Over 40 Years since His Death, a Look at Lucio Fontana’s Prolific Destruction
Lucio Fontana, the celebrated Italian painter widely considered to be the founder of Spatialism, spent the majority of his career honing in on the radical potential of a single kind of mark-making: the slash. “My discovery was the hole and that’s it,” he told an interviewer in 1968, the year of his death. “I am happy to go to the grave after such a discovery.”

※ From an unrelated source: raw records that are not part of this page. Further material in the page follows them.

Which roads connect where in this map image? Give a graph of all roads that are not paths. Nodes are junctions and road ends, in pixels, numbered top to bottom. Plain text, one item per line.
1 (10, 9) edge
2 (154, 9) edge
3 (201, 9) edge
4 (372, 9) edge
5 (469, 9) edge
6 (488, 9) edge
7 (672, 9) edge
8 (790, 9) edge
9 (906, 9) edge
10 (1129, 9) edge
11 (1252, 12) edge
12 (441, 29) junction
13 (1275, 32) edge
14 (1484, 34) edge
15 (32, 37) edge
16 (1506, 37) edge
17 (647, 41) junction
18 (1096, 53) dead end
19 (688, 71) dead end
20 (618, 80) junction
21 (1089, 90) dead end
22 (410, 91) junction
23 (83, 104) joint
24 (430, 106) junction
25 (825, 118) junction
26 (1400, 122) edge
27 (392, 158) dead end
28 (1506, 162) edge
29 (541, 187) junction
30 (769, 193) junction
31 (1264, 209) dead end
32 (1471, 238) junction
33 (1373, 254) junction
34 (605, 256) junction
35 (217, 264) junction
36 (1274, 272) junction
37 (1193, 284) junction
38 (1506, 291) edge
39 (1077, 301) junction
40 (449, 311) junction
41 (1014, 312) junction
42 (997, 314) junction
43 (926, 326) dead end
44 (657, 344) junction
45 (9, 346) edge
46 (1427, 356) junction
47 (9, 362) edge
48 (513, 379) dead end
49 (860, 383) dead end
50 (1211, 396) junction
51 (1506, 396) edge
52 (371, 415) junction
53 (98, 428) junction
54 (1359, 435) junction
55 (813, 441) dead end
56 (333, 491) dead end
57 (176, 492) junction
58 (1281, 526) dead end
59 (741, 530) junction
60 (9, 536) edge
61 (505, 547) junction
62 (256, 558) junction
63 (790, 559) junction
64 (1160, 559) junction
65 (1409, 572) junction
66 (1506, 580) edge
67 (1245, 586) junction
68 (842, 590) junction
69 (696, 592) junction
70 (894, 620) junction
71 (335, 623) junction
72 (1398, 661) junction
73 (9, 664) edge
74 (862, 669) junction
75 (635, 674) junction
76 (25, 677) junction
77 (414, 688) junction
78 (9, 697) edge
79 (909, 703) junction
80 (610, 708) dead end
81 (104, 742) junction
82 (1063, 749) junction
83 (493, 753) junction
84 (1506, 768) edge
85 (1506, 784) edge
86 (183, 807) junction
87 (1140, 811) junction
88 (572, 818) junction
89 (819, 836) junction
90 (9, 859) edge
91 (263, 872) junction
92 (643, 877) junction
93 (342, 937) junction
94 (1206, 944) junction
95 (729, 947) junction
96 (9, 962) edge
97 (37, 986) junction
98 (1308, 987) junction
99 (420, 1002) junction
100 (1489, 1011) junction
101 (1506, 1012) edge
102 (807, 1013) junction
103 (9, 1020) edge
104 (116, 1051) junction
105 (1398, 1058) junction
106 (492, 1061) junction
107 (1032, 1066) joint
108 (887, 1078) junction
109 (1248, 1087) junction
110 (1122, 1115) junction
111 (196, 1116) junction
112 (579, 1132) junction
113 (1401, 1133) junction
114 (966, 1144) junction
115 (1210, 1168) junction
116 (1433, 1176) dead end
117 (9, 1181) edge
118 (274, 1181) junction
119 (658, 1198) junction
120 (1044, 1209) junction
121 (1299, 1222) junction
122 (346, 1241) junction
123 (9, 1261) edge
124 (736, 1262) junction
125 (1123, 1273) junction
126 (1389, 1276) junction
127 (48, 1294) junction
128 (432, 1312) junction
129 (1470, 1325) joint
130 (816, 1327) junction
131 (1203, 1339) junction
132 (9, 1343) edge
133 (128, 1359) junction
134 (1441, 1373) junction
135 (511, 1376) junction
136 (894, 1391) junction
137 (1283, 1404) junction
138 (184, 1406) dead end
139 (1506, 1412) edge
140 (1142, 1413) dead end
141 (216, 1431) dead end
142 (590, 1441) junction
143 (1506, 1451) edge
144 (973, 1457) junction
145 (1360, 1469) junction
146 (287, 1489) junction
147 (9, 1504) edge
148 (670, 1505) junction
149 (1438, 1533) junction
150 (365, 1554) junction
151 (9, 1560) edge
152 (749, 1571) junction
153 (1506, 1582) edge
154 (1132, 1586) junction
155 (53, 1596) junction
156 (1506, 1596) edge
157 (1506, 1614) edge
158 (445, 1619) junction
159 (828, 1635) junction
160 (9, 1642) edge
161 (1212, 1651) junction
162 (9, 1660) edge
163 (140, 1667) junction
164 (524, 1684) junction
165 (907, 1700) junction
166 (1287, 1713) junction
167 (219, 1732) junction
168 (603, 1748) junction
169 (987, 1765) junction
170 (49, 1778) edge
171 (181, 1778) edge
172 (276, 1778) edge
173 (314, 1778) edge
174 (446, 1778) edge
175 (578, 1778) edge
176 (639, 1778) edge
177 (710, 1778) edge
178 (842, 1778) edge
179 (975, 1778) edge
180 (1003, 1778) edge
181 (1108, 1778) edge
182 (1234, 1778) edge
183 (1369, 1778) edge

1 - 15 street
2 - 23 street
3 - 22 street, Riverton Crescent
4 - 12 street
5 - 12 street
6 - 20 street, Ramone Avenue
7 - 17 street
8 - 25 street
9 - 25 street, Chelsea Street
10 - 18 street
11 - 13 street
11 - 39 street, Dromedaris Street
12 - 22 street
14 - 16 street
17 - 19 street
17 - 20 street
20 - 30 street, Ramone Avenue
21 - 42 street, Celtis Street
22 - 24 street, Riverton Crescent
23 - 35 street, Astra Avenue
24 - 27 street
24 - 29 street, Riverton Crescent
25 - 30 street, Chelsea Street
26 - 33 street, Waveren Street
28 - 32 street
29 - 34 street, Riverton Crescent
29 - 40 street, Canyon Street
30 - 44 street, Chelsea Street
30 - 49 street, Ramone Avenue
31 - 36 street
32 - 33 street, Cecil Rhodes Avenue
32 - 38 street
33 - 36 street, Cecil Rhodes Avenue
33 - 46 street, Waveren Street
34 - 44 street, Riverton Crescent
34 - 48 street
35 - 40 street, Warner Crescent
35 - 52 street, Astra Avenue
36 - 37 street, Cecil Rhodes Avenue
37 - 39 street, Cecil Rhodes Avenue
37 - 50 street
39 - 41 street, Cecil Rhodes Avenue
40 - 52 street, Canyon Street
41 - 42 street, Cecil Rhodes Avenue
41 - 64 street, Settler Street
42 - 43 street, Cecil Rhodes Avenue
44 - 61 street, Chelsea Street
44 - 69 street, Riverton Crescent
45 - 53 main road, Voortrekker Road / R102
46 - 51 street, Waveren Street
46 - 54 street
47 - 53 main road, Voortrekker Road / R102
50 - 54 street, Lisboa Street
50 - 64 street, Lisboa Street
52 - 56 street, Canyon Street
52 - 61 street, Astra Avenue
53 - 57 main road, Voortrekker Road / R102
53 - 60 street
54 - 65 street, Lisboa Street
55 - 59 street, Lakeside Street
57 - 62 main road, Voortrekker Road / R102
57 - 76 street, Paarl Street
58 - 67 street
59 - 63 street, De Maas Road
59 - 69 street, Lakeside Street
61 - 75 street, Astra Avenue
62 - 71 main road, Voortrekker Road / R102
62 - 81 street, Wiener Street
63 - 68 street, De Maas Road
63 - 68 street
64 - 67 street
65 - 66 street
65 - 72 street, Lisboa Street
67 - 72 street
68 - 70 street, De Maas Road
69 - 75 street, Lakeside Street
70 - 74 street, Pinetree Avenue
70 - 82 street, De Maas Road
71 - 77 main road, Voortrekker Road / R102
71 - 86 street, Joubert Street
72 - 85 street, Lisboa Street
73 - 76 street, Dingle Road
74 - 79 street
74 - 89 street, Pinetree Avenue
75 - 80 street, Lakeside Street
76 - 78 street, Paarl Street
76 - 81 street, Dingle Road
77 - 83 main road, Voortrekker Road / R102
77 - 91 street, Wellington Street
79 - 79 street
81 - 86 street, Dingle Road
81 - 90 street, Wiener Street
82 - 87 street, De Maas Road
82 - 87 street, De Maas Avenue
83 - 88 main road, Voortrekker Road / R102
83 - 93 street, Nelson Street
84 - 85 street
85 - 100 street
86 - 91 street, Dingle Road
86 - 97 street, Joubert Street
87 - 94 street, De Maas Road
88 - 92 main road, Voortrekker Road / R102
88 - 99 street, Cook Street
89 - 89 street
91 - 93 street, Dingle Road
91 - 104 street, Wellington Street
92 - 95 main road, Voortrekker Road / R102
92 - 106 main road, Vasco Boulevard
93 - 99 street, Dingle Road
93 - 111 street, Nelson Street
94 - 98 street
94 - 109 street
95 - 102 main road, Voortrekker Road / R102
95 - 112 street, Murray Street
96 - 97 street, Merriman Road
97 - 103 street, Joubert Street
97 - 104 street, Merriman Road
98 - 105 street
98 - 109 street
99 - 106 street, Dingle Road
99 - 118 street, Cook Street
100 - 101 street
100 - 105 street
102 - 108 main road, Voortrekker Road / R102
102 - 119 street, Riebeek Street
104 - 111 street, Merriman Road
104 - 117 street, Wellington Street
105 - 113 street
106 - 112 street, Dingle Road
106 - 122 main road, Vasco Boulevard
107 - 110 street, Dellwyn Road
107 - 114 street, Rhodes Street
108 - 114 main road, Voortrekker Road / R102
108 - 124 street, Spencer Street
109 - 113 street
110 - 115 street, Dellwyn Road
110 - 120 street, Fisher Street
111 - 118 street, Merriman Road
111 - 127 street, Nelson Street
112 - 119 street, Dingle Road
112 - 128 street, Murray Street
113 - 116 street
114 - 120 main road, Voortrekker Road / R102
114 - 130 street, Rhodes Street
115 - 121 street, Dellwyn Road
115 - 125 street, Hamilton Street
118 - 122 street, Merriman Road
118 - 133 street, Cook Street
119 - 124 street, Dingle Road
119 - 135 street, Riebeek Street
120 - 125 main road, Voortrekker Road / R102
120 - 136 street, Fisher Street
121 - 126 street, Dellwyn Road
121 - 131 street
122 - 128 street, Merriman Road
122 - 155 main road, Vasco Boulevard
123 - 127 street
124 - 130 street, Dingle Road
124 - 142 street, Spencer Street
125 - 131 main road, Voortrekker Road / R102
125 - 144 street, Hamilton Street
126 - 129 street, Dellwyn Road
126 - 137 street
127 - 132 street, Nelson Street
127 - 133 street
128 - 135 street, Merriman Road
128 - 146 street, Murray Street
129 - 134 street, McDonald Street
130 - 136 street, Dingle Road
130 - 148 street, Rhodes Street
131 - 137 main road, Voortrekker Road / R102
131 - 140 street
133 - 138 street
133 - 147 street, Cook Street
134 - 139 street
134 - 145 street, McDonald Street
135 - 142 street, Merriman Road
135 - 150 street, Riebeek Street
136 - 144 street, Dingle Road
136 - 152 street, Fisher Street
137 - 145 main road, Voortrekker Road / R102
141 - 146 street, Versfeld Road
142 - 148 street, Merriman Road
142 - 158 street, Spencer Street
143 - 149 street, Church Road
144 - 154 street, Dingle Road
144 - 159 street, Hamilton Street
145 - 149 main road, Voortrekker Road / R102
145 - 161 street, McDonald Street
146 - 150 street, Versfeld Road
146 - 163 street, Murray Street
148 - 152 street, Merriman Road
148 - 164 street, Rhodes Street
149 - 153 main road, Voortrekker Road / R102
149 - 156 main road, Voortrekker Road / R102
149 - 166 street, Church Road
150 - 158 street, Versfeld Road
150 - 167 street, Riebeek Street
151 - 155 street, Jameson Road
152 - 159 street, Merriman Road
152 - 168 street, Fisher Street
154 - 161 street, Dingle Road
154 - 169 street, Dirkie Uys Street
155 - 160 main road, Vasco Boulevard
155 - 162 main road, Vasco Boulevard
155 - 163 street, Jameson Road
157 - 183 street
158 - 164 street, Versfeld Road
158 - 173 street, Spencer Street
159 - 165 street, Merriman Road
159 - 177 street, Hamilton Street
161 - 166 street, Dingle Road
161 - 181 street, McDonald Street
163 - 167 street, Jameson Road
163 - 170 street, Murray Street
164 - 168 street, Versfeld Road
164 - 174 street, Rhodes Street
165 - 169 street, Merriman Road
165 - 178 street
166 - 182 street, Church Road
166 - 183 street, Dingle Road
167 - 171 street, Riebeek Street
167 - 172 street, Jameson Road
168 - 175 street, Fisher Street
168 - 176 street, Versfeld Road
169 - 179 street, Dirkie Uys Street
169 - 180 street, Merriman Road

From the moment Fontana began to dot his canvases with tiny punctures in the ’40s, that single gesture remained the focal point for his famed paintings, which combined elements of sculpture and drawing, fine art and Futuristic concerns, to create a unique language at the intersection of multiple disciplines. At times compared to wounds, the carefully placed slashes and nuanced gestures of destruction relay a sense of pure physicality. Fontana’s most recognizable works relay an alchemic use of light and shadow, wherein the flatness of a canvas is exploited and reconfigured as a graceful sculptural object. “I make a hole in the canvas in order to leave behind me the old pictorial formula,” he once said. “The painting and the traditional view of art I escape symbolically, but also materially, from the prison of the flat surface.”
At Robilant + Voena’s current exhibition of the artist’s work in St. Moritz, a curated selection focuses on his later works, which include lesser-known metal sculptures and ceramic objects. Working through much of his career on recursive, generative series—essentially, variations on a profoundly stripped-down set of themes—Fontana posthumously provides a glimpse into his working process over a period of decades. Instances of his Concetti spaziali (spatial concepts) series, under which many of his various cycles (for instance, the buchi cycle, named for the small pinpricks and holes it contains) from 1951 and 1957 are on display, as are more obscure object lessons in the artist’s analytical practice. In one of the Concetto Spaziale pieces from 1965, Fontana perforated a metal sheet and dotted the piece with ethereal blue Murano glass globes.
—M. Osberg
“Lucio Fontana” is on view at Robilant + Voena, St Moritz, Dec. 4th, 2015 – Feb. 29th, 2016.